Township in Ohio, US

Goshen Township is one of the fourteen townships of Auglaize County, Ohio, United States. The 2020 census found 472 people in the township.

==Geography==
Located in the southern part of the eastern edge of the county, it borders the following townships:
- Wayne Township - north
- Roundhead Township, Hardin County - east
- Stokes Township, Logan County - south
- Clay Township - southwest
- Union Township - northwest

No municipalities are located in Goshen Township, although the unincorporated community of New Hampshire lies in the township's center.

Goshen Township contains slightly less than eighteen square miles. It is the smallest township in terms of both population and area in Auglaize County. The southeastern part of the township is located in the Virginia Military District.

==Name and history==
It is one of seven Goshen Townships statewide.

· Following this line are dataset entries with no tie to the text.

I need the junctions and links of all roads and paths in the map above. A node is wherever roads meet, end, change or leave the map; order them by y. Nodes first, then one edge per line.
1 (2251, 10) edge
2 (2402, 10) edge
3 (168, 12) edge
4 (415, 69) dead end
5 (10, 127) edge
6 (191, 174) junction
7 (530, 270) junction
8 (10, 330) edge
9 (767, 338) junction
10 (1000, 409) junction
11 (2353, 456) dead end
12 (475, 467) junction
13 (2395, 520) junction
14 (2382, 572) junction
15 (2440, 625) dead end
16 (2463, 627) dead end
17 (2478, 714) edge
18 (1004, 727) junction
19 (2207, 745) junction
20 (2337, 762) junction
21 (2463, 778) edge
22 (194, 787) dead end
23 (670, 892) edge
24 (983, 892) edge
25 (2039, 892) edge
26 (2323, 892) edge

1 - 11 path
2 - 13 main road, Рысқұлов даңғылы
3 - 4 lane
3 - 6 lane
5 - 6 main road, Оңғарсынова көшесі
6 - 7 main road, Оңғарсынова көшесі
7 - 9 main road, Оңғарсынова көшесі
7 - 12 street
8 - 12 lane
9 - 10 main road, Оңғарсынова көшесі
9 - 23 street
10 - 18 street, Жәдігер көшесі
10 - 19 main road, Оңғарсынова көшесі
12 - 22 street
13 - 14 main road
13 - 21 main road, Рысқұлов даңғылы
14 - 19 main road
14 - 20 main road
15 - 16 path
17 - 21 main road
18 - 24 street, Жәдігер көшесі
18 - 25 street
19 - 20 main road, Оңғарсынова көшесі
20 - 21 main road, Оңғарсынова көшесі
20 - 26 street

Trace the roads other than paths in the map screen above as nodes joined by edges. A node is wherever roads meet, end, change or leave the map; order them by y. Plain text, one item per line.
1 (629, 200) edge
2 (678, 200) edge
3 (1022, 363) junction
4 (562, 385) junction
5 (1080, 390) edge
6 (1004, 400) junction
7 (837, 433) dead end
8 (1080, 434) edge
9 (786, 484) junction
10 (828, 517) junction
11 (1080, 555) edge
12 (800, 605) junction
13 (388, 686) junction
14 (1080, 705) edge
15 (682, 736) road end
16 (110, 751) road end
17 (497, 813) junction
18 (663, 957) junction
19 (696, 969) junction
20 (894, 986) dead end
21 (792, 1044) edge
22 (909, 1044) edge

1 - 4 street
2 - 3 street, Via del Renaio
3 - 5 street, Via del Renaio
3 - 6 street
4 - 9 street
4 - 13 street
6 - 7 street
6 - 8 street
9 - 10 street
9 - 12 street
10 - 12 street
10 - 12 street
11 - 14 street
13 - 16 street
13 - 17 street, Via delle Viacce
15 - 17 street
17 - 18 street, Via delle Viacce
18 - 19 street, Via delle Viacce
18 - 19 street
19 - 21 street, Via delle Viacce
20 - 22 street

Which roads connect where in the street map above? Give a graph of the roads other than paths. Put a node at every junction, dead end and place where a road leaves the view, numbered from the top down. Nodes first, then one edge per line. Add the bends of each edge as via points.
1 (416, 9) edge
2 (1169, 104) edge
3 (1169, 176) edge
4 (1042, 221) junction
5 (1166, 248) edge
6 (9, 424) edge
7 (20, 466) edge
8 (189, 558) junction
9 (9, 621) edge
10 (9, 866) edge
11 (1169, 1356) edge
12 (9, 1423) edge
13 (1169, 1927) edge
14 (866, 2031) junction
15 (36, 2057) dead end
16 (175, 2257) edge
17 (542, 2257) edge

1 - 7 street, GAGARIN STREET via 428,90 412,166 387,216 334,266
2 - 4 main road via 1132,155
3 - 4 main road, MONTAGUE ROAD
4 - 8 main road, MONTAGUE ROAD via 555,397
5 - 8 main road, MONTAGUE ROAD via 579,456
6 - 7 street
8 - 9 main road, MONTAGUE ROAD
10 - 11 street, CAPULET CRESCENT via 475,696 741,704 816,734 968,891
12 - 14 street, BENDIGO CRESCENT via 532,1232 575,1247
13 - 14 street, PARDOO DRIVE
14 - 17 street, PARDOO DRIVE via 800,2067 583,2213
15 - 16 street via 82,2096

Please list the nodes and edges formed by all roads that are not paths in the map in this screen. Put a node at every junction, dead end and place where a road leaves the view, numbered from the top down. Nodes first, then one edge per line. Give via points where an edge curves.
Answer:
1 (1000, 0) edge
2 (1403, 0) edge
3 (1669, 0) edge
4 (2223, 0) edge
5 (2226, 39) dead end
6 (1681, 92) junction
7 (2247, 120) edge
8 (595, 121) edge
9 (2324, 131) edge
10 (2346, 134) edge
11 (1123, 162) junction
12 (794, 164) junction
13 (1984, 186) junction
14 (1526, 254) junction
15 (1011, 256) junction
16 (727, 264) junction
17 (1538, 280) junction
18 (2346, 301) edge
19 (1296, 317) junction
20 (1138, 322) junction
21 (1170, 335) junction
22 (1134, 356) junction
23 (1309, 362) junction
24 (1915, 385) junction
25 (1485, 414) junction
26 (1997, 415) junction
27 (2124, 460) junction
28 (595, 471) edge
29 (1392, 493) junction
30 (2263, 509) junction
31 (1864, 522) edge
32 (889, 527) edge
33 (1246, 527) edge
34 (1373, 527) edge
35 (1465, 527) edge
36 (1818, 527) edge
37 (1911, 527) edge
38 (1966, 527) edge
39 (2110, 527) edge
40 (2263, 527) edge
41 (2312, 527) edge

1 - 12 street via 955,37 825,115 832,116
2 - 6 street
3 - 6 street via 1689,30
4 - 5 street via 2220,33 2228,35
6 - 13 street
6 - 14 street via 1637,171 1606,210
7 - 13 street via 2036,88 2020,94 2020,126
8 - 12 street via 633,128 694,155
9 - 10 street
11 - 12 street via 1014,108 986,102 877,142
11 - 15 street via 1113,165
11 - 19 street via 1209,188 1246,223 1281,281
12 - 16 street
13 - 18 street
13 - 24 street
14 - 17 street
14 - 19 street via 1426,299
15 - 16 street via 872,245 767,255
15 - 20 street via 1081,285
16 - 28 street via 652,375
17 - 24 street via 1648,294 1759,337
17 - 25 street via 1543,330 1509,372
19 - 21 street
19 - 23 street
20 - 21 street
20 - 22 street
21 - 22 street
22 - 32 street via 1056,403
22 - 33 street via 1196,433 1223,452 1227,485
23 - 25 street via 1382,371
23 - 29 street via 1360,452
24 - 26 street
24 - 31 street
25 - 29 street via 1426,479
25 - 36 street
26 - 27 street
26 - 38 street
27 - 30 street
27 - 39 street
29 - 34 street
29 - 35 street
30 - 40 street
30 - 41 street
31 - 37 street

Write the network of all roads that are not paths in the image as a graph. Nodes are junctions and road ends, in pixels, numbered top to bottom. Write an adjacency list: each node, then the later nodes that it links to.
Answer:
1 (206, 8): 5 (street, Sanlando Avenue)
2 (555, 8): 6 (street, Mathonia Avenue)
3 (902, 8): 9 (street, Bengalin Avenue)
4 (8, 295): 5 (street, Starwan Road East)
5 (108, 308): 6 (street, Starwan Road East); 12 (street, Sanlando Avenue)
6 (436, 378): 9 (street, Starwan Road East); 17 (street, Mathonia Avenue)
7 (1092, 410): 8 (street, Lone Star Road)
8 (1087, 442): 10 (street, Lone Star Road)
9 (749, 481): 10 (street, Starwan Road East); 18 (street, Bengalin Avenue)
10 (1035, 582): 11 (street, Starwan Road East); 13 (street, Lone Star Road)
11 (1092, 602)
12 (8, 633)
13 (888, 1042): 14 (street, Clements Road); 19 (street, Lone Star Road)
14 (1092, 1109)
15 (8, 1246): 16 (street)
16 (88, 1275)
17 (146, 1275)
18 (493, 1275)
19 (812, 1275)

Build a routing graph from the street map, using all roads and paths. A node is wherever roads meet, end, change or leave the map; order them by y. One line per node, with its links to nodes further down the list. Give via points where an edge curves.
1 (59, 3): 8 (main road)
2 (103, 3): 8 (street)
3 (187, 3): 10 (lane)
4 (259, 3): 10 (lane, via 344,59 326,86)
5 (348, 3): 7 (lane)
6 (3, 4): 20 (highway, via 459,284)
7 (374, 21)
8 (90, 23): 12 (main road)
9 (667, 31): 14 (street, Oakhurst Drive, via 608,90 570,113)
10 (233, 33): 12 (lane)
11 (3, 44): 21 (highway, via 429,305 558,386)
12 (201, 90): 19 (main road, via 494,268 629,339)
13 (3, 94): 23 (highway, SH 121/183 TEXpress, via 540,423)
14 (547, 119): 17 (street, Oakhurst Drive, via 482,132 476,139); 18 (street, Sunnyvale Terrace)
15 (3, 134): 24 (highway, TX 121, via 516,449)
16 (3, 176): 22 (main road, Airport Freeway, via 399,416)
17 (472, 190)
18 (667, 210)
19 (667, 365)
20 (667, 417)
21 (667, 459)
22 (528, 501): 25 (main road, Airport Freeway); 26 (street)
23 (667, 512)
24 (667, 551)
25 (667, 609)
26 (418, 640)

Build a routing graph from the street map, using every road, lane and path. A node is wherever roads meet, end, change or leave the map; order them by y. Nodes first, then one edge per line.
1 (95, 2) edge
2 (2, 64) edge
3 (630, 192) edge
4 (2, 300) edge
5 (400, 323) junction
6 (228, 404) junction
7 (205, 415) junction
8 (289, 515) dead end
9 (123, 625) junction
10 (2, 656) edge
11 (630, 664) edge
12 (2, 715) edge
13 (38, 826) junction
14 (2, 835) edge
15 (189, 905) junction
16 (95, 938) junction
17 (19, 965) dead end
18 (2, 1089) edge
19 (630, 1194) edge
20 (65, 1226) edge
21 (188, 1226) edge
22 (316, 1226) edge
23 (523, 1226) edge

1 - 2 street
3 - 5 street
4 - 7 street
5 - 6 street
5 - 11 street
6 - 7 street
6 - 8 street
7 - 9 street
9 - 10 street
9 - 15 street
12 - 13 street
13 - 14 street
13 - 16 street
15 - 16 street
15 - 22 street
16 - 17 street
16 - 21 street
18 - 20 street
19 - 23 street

Originally part of Allen County, the township was formed in 1836.

The township was also involved in one of the last county border changes in Ohio. This change occurred in 1888 when part of Stokes Township in Logan County was exchanged to Clay Township for part of Goshen Township.

==Government==
The township is governed by a three-member board of trustees, who are elected in November of odd-numbered years to a four-year term beginning on the following January 1. Two are elected in the year after the presidential election and one is elected in the year before it. There is also an elected township fiscal officer, who serves a four-year term beginning on April 1 of the year after the election, which is held in November of the year before the presidential election. Vacancies in the fiscal officership or on the board of trustees are filled by the remaining trustees.

==Public services==
The Waynesfield-Goshen School District encompasses a large part of the township, with small portions in the northeast served by the Upper Scioto Valley Local School District.

The township is served by the Wapakoneta (45895) post office, the Waynesfield post office (45896) and the Lakeview (43331) post office. New Hampshire has its own zip code (45870).